• _Your assignment_
Could you copy the records below exactly, keeping none of the images?
BEGIN Dataset content
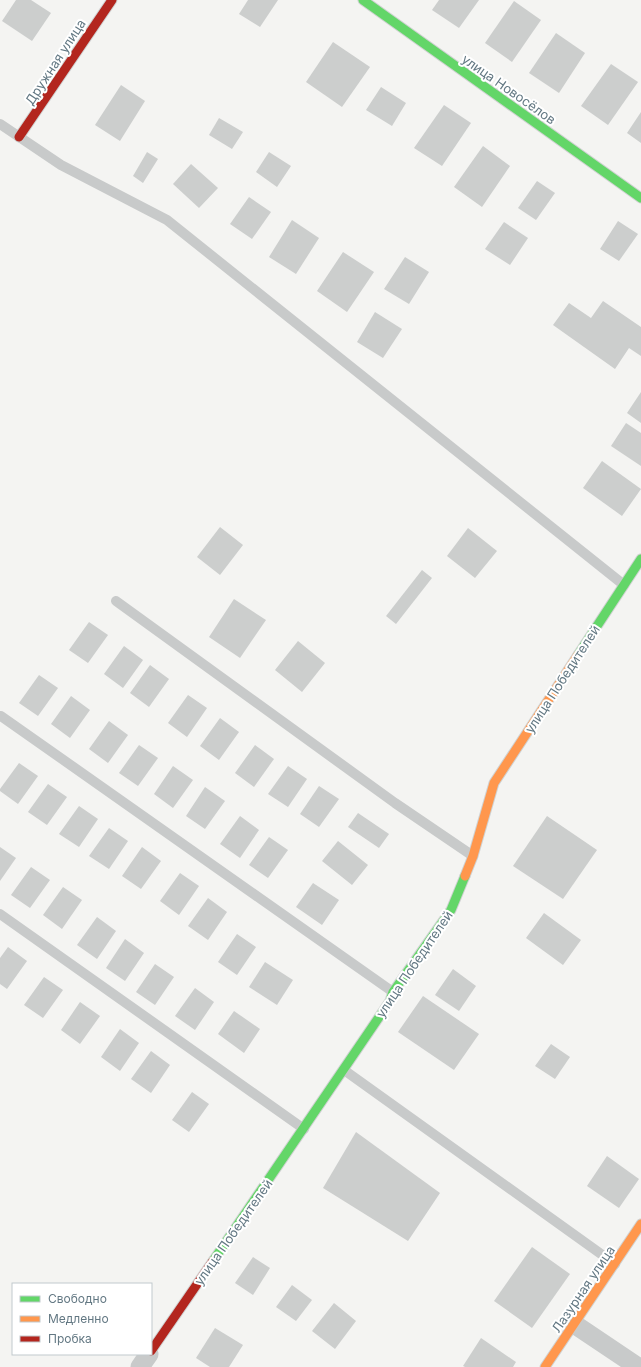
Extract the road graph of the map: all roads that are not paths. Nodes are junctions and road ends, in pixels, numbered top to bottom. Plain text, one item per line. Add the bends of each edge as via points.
1 (112, 0) edge
2 (363, 0) edge
3 (0, 124) edge
4 (19, 137) junction
5 (641, 198) edge
6 (640, 563) edge
7 (624, 585) junction
8 (116, 601) dead end
9 (1, 716) dead end
10 (473, 856) junction
11 (0, 914) edge
12 (393, 992) junction
13 (344, 1070) junction
14 (304, 1129) junction
15 (641, 1224) edge
16 (615, 1264) junction
17 (574, 1324) junction
18 (152, 1350) edge
19 (148, 1355) edge
20 (140, 1367) edge
21 (546, 1367) edge
22 (638, 1367) edge

1 - 4 street, Дружная улица
2 - 5 street, улица Новосёлов
3 - 4 lane
4 - 7 lane via 61,165 167,220
6 - 7 street, улица Победителей
7 - 10 street, улица Победителей via 494,784
8 - 10 lane via 395,803
9 - 12 lane
10 - 12 street, улица Победителей via 451,910
11 - 14 lane
12 - 13 street, улица Победителей via 390,1001
13 - 14 street, улица Победителей
13 - 16 lane
14 - 18 street, улица Победителей
15 - 16 street, Лазурная улица
16 - 17 street, Лазурная улица
17 - 21 street, Лазурная улица
17 - 22 street
19 - 20 street

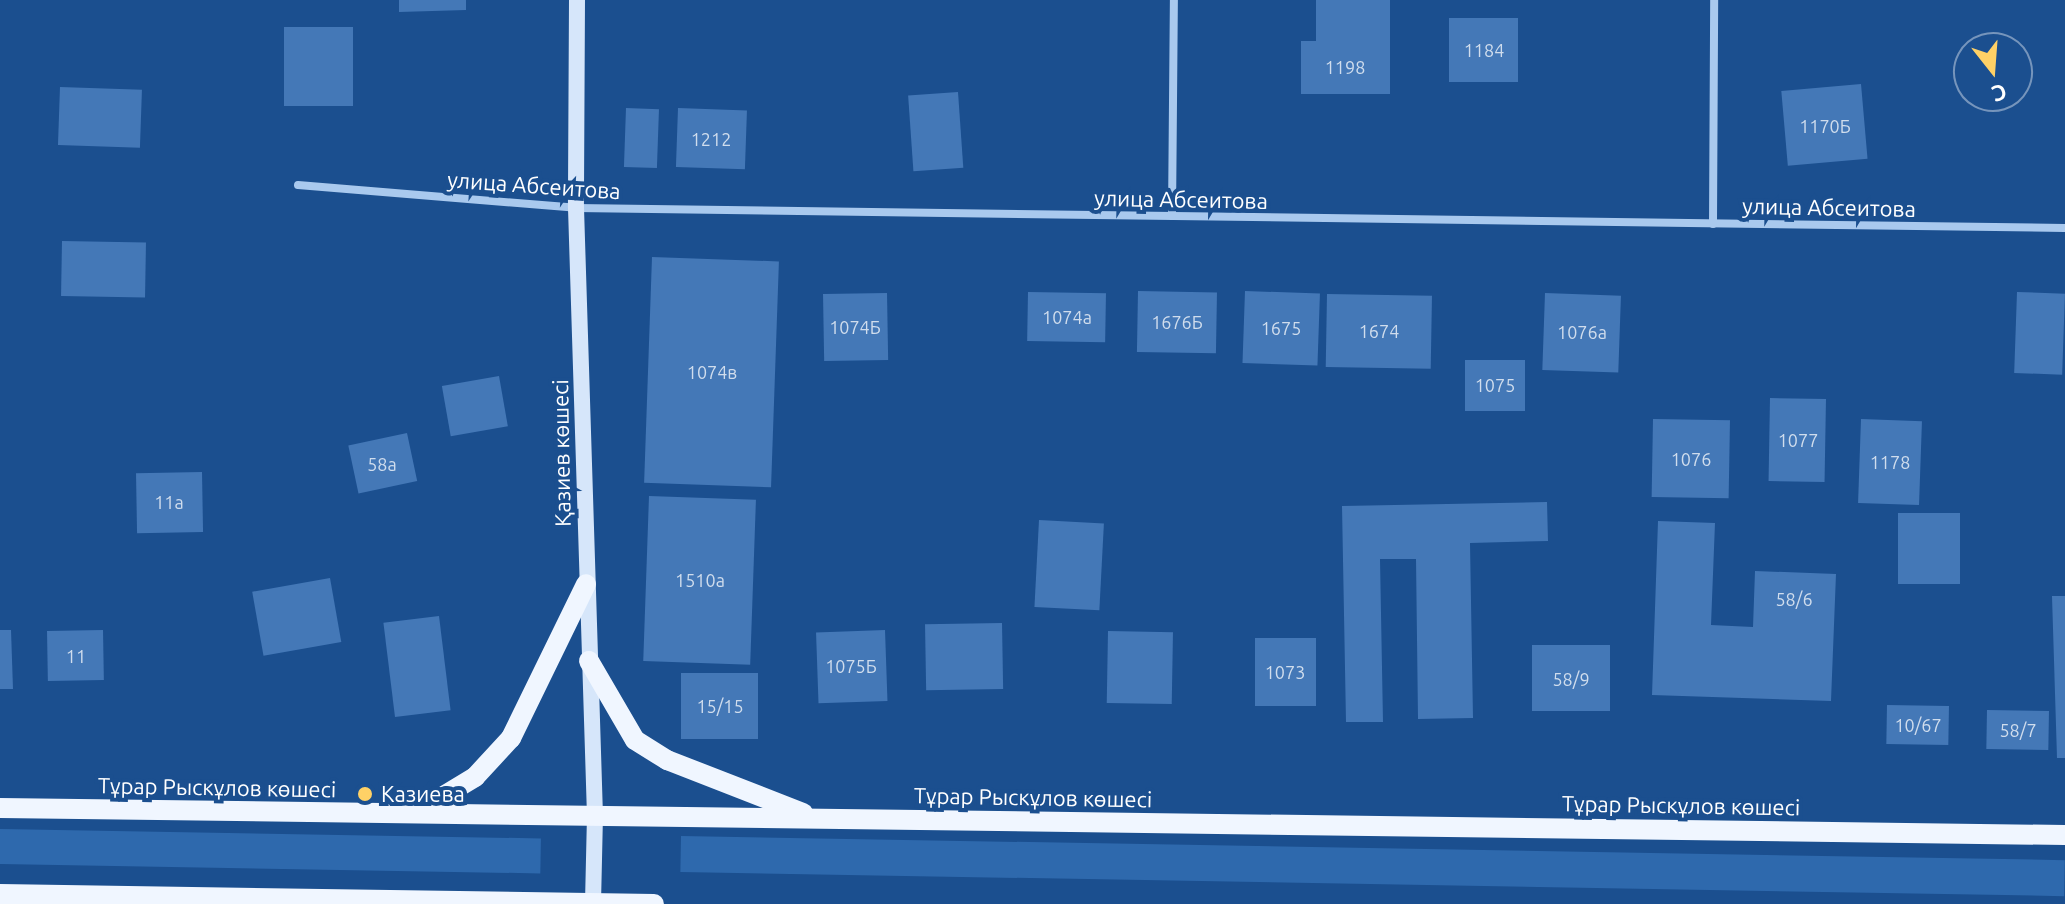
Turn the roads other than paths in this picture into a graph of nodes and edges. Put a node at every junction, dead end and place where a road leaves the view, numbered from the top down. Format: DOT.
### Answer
graph roads {
  1 [pos="577,0"];
  2 [pos="1174,0"];
  3 [pos="1714,0"];
  4 [pos="298,185"];
  5 [pos="576,208"];
  6 [pos="1172,216"];
  7 [pos="1713,224"];
  8 [pos="2065,228"];
  9 [pos="586,584"];
  10 [pos="589,661"];
  11 [pos="0,808"];
  12 [pos="416,813"];
  13 [pos="595,815"];
  14 [pos="818,818"];
  15 [pos="2065,835"];
  16 [pos="0,894"];
  17 [pos="393,903"];
  18 [pos="593,903"];
  19 [pos="654,904"];
  1 -- 5 [label="street, Қазиев көшесі"];
  2 -- 6 [label="street"];
  3 -- 7 [label="street"];
  4 -- 5 [label="street, улица Абсеитова"];
  5 -- 6 [label="street, улица Абсеитова"];
  5 -- 9 [label="street, Қазиев көшесі"];
  6 -- 7 [label="street, улица Абсеитова"];
  7 -- 8 [label="street, улица Абсеитова"];
  9 -- 10 [label="street, Қазиев көшесі"];
  9 -- 12 [label="main road"];
  10 -- 13 [label="street, Қазиев көшесі"];
  10 -- 14 [label="main road"];
  11 -- 12 [label="main road, Тұрар Рыскұлов көшесі"];
  12 -- 13 [label="main road, Тұрар Рыскұлов көшесі"];
  13 -- 14 [label="main road, Тұрар Рыскұлов көшесі"];
  13 -- 18 [label="street, Қазиев көшесі"];
  14 -- 15 [label="main road, Тұрар Рыскұлов көшесі"];
  16 -- 17 [label="main road"];
  17 -- 18 [label="main road"];
  18 -- 19 [label="main road"];
}
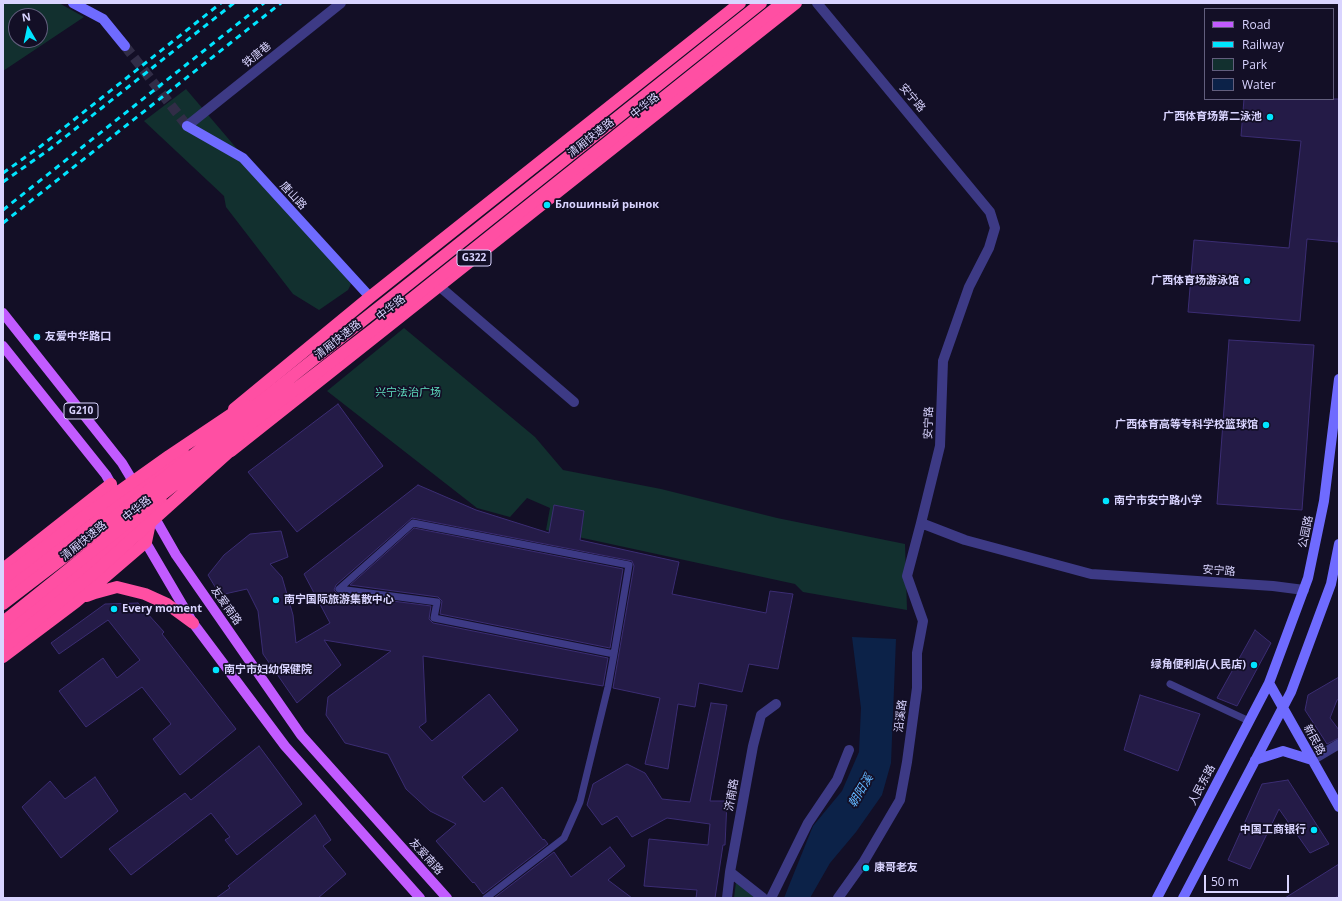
END Dataset content
• _Solution to this task_
Extract the road graph of the map: all roads that are not paths. Nodes are junctions and road ends, in pixels, numbered top to bottom. Plain text, one item per line. Add the bends of each edge as via points.
1 (112, 0) edge
2 (363, 0) edge
3 (0, 124) edge
4 (19, 137) junction
5 (641, 198) edge
6 (640, 563) edge
7 (624, 585) junction
8 (116, 601) dead end
9 (1, 716) dead end
10 (473, 856) junction
11 (0, 914) edge
12 (393, 992) junction
13 (344, 1070) junction
14 (304, 1129) junction
15 (641, 1224) edge
16 (615, 1264) junction
17 (574, 1324) junction
18 (152, 1350) edge
19 (148, 1355) edge
20 (140, 1367) edge
21 (546, 1367) edge
22 (638, 1367) edge

1 - 4 street, Дружная улица
2 - 5 street, улица Новосёлов
3 - 4 lane
4 - 7 lane via 61,165 167,220
6 - 7 street, улица Победителей
7 - 10 street, улица Победителей via 494,784
8 - 10 lane via 395,803
9 - 12 lane
10 - 12 street, улица Победителей via 451,910
11 - 14 lane
12 - 13 street, улица Победителей via 390,1001
13 - 14 street, улица Победителей
13 - 16 lane
14 - 18 street, улица Победителей
15 - 16 street, Лазурная улица
16 - 17 street, Лазурная улица
17 - 21 street, Лазурная улица
17 - 22 street
19 - 20 street

Turn the roads other than paths in this picture into a graph of nodes and edges. Put a node at every junction, dead end and place where a road leaves the view, numbered from the top down. Format: DOT.
### Answer
graph roads {
  1 [pos="577,0"];
  2 [pos="1174,0"];
  3 [pos="1714,0"];
  4 [pos="298,185"];
  5 [pos="576,208"];
  6 [pos="1172,216"];
  7 [pos="1713,224"];
  8 [pos="2065,228"];
  9 [pos="586,584"];
  10 [pos="589,661"];
  11 [pos="0,808"];
  12 [pos="416,813"];
  13 [pos="595,815"];
  14 [pos="818,818"];
  15 [pos="2065,835"];
  16 [pos="0,894"];
  17 [pos="393,903"];
  18 [pos="593,903"];
  19 [pos="654,904"];
  1 -- 5 [label="street, Қазиев көшесі"];
  2 -- 6 [label="street"];
  3 -- 7 [label="street"];
  4 -- 5 [label="street, улица Абсеитова"];
  5 -- 6 [label="street, улица Абсеитова"];
  5 -- 9 [label="street, Қазиев көшесі"];
  6 -- 7 [label="street, улица Абсеитова"];
  7 -- 8 [label="street, улица Абсеитова"];
  9 -- 10 [label="street, Қазиев көшесі"];
  9 -- 12 [label="main road"];
  10 -- 13 [label="street, Қазиев көшесі"];
  10 -- 14 [label="main road"];
  11 -- 12 [label="main road, Тұрар Рыскұлов көшесі"];
  12 -- 13 [label="main road, Тұрар Рыскұлов көшесі"];
  13 -- 14 [label="main road, Тұрар Рыскұлов көшесі"];
  13 -- 18 [label="street, Қазиев көшесі"];
  14 -- 15 [label="main road, Тұрар Рыскұлов көшесі"];
  16 -- 17 [label="main road"];
  17 -- 18 [label="main road"];
  18 -- 19 [label="main road"];
}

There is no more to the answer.